Pour le recourant, les délais légaux commenceraient à courir au moment où le mandat d'arrêt a été notifié, soit à l'instant où l'intéressé est effectivement privé de sa liberté. En l'occurrence, cette notification aurait été effectuée au cours de la perquisition du 31 août 2004 à 9h45, et non au moment de l'audition par le MPC, soit le même jour à 15h. En outre, le recourant aurait été présenté à l'autorité qui a décerné le mandat d'arrêt à 13h et non pas 15h. Le recourant n'aurait ainsi été présenté à un magistrat indépendant qu'après 52 heures 45, respectivement 49 heures 30, voire, selon la thèse de la Cour des plaintes, 25 heures 30. Dans tous les cas, la garde à vue aurait duré plus de 24 heures, de sorte que la détention serait illégale. 
2.1 L'art. 47 PPF, dans sa teneur en vigueur depuis le 1er janvier 2002, concrétise le droit du prévenu arrêté à être aussitôt traduit devant un juge, comme l'impose l'art. 5 par. 3 CEDH, en instaurant à cet égard une pratique uniforme (FF 1998 1278). Ainsi, le MPC dispose d'un premier délai de 24 heures pour interroger l'inculpé, après quoi il doit, en cas de maintien en détention, présenter l'inculpé à l'autorité judiciaire. Celle-ci doit alors procéder sans délai à un nouvel interrogatoire et rendre sa décision dans les 48 heures. 

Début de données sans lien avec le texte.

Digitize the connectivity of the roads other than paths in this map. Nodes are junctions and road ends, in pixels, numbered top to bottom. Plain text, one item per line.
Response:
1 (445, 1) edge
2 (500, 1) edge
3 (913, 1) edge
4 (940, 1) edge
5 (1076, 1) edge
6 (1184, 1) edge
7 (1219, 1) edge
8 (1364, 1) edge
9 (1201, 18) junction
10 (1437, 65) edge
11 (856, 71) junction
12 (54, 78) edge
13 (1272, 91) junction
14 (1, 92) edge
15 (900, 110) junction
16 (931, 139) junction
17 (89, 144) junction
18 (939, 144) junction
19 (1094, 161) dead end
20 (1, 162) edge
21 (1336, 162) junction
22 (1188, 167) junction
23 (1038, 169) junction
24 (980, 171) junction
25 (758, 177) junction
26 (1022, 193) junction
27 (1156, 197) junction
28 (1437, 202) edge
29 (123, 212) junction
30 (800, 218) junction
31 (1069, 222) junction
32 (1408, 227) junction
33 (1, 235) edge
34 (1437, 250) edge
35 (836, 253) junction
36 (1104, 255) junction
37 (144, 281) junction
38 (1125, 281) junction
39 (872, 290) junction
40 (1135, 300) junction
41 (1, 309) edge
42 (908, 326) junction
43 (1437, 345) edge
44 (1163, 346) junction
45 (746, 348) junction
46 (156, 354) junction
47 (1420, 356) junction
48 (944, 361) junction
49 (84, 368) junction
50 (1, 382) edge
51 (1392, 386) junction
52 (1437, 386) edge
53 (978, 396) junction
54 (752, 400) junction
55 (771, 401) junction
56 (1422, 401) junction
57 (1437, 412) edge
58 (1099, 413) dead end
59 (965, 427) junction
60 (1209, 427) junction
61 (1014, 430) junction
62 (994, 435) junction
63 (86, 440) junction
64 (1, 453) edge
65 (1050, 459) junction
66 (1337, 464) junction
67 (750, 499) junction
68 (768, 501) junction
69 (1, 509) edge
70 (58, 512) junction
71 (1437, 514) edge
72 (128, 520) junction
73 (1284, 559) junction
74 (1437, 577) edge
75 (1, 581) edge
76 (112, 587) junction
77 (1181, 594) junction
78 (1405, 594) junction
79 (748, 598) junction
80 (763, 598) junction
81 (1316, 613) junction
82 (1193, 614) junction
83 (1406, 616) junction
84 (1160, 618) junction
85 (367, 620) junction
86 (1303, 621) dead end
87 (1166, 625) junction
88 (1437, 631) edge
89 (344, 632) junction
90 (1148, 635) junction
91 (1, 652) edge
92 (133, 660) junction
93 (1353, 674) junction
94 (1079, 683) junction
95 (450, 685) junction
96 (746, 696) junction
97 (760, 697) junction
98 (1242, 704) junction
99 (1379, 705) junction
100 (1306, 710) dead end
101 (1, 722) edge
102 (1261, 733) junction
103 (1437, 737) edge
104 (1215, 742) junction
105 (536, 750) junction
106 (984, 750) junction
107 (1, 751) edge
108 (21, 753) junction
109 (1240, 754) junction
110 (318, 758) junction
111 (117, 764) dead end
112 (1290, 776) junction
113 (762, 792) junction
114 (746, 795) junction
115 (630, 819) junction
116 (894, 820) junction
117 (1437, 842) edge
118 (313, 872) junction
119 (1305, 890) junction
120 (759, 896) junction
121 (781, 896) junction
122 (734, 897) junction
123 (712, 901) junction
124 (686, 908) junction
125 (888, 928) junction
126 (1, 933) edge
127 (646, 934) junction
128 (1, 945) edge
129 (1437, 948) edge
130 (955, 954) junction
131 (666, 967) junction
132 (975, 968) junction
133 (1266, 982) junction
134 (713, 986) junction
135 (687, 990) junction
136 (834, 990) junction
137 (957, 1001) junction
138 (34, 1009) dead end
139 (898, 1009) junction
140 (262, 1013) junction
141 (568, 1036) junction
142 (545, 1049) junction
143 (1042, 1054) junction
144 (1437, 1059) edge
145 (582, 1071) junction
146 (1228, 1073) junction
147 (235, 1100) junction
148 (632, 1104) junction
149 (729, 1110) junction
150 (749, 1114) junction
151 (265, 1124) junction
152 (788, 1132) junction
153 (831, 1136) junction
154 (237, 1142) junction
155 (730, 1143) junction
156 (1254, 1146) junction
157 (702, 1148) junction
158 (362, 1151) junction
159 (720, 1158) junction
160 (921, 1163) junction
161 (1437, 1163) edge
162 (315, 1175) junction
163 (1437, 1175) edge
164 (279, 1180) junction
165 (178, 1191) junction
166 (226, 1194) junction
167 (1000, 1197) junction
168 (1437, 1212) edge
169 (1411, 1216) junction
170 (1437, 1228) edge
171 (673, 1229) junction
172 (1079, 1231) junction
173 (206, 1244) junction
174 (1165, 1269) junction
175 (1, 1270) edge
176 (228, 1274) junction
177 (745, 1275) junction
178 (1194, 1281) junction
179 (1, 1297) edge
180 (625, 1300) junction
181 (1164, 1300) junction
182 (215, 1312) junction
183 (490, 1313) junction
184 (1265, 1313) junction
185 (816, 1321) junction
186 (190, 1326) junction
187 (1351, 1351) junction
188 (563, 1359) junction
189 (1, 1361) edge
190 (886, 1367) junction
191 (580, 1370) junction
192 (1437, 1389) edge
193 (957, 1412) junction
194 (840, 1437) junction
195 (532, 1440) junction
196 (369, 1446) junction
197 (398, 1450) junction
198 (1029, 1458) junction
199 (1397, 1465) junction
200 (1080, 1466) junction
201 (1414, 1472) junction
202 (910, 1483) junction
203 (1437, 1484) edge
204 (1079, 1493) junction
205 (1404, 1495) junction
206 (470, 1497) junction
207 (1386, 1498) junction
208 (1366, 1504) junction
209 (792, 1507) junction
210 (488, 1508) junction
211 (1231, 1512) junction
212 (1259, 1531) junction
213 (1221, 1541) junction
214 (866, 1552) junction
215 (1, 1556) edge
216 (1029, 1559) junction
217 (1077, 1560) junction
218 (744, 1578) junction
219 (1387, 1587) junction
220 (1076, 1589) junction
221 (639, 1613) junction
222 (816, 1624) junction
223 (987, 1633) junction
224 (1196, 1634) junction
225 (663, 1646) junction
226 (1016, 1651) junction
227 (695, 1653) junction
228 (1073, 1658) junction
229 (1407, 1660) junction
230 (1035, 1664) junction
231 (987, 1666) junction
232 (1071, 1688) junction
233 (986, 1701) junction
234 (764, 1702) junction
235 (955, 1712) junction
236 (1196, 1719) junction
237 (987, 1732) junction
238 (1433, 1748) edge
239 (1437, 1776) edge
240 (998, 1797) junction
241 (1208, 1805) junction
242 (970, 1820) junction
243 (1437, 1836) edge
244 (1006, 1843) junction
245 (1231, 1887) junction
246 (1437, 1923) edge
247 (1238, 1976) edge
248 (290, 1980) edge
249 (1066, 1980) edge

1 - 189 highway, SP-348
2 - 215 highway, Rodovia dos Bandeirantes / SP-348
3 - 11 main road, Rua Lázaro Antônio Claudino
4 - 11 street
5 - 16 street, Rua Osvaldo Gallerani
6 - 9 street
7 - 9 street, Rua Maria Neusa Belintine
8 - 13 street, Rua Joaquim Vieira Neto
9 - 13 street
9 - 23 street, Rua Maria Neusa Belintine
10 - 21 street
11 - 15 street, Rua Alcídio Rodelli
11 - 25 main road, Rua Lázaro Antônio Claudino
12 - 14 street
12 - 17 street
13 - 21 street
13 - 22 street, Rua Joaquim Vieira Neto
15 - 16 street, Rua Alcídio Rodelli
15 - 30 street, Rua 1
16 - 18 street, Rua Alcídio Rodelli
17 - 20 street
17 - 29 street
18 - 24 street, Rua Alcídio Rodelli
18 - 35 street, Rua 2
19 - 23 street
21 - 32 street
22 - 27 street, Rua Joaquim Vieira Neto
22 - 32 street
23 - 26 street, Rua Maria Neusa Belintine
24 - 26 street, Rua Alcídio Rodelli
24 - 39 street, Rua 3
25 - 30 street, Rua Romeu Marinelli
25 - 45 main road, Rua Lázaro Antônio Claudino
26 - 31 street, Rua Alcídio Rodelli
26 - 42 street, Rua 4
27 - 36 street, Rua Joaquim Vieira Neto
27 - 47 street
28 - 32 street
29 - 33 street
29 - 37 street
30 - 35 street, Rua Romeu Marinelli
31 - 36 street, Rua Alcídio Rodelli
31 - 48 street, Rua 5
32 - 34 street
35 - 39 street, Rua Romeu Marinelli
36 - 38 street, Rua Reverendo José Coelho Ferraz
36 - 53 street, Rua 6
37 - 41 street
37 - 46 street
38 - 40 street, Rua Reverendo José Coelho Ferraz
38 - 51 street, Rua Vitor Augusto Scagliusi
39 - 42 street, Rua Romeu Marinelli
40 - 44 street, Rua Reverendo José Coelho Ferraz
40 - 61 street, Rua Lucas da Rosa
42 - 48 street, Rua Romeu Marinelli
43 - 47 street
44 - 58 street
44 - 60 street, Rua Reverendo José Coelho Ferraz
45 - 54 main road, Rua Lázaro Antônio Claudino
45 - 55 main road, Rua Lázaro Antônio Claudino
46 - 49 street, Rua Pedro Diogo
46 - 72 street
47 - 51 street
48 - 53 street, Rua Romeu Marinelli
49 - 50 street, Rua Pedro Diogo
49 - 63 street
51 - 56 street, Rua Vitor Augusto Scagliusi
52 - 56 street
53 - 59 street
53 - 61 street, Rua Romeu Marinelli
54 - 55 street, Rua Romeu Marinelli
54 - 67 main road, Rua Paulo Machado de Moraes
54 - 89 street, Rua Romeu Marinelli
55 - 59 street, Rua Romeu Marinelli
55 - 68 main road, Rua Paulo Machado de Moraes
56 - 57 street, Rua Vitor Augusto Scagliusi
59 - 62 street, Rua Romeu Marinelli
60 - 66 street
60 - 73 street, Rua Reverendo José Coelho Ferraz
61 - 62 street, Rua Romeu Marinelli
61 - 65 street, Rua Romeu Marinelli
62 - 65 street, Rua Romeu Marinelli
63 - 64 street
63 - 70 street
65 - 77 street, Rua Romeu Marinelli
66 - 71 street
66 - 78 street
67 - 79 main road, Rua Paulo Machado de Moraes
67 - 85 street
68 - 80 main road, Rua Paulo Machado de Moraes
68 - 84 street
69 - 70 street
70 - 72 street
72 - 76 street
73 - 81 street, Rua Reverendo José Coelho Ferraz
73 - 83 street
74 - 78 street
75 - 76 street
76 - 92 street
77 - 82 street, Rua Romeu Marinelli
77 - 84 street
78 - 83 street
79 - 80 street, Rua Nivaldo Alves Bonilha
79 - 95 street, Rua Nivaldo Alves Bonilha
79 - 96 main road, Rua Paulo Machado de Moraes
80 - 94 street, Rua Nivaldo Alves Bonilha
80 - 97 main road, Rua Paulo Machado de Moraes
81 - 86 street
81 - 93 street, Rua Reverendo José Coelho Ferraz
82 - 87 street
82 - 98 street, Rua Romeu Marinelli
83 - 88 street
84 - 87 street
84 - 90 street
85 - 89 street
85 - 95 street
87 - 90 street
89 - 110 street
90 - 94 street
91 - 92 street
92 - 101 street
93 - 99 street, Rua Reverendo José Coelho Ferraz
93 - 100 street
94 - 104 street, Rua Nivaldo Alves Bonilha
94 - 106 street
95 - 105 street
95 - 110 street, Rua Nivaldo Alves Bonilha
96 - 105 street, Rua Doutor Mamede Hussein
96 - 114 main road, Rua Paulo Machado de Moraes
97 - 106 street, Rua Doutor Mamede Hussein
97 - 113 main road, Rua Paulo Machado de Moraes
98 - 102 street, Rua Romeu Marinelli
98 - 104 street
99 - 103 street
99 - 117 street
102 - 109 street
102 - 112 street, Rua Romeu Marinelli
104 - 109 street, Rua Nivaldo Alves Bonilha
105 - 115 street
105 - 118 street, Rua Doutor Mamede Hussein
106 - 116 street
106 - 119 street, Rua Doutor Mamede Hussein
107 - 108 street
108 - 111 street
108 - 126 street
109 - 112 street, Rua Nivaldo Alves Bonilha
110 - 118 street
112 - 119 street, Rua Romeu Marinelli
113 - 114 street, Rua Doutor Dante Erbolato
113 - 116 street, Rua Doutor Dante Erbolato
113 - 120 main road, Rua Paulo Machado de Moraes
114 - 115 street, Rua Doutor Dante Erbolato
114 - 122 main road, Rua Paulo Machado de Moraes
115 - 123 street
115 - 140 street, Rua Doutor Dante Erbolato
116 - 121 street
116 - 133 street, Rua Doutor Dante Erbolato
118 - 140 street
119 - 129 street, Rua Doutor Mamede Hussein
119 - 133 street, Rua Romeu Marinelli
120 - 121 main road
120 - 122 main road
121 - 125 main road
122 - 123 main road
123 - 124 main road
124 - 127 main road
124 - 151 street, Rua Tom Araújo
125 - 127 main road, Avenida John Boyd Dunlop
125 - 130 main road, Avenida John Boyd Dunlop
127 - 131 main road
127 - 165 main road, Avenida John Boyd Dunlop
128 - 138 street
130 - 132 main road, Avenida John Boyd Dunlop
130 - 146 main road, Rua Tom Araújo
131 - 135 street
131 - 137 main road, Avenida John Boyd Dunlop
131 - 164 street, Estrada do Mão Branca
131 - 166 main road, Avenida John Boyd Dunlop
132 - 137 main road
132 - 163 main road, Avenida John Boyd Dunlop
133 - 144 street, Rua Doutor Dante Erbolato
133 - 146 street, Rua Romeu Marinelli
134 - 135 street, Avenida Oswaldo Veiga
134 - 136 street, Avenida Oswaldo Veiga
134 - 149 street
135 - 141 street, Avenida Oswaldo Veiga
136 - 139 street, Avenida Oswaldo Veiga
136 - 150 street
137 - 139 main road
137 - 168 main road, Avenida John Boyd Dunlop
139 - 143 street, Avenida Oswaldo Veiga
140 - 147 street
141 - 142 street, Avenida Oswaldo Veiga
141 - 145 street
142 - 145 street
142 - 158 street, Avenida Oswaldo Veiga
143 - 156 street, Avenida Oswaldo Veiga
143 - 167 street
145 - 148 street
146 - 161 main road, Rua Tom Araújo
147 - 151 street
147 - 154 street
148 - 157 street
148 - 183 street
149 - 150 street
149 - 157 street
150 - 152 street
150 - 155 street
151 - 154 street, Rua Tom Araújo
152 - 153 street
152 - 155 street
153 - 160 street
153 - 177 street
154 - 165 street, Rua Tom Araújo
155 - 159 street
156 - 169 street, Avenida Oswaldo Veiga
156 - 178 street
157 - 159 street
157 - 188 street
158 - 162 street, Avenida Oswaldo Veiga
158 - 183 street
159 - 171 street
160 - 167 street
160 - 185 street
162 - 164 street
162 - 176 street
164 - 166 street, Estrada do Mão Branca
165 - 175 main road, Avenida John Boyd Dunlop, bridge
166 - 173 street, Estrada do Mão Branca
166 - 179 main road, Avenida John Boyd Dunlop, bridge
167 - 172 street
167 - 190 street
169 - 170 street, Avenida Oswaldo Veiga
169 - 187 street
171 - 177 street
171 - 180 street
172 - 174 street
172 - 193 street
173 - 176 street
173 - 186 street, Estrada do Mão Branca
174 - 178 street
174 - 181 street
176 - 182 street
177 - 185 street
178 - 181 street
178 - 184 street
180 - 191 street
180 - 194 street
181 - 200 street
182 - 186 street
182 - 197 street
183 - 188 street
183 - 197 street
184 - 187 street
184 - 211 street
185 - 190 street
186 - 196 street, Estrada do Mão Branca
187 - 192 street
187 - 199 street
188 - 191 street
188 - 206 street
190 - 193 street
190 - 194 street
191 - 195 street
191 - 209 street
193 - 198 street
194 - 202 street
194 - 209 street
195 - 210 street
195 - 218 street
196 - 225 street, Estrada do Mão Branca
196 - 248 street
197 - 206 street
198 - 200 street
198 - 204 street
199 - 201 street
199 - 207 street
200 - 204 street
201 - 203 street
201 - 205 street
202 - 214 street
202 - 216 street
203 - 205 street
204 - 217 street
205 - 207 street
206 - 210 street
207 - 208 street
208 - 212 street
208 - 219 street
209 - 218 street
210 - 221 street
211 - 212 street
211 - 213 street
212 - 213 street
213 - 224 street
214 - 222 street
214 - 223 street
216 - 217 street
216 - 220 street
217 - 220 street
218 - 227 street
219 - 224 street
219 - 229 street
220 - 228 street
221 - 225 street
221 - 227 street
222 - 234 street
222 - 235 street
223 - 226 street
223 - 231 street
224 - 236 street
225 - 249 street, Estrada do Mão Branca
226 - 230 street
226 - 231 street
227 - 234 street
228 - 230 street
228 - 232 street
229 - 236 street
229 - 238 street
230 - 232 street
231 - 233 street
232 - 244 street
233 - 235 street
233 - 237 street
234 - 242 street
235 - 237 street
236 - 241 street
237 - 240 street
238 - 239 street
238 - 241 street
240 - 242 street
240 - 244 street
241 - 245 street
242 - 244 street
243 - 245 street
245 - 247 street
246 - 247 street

2.2 Contrairement à ce que prétend le recourant, ce dernier délai ne s'applique pas à l'ensemble de la procédure depuis le moment de l'arrestation, mais uniquement à la procédure devant l'autorité judiciaire. Cela ressort tant des travaux préparatoire (FF 1998 1279) que des commentateurs (Bänziger/Leimgruber, Le nouvel engagement de la Confédération dans la poursuite pénale, Commentaire succinct du "Projet d'efficacité", Berne 2001 p. 157 ss). Par ailleurs, les délais de 24 heures (art. 47 al. 1 PPF) et de 48 heures (art. 47 al. 4 PPF) courent dès que l'inculpé est présenté aux autorités: de tels délais ne peuvent en effet leur être imposés que dès l'instant où elles ont connaissance de leur obligation de rendre une décision. Le but de l'ensemble de cette réglementation est qu'entre l'arrestation effective et la décision de confirmation par le juge, il ne s'écoule en aucun cas plus de 96 heures (op. cit. p. 165). 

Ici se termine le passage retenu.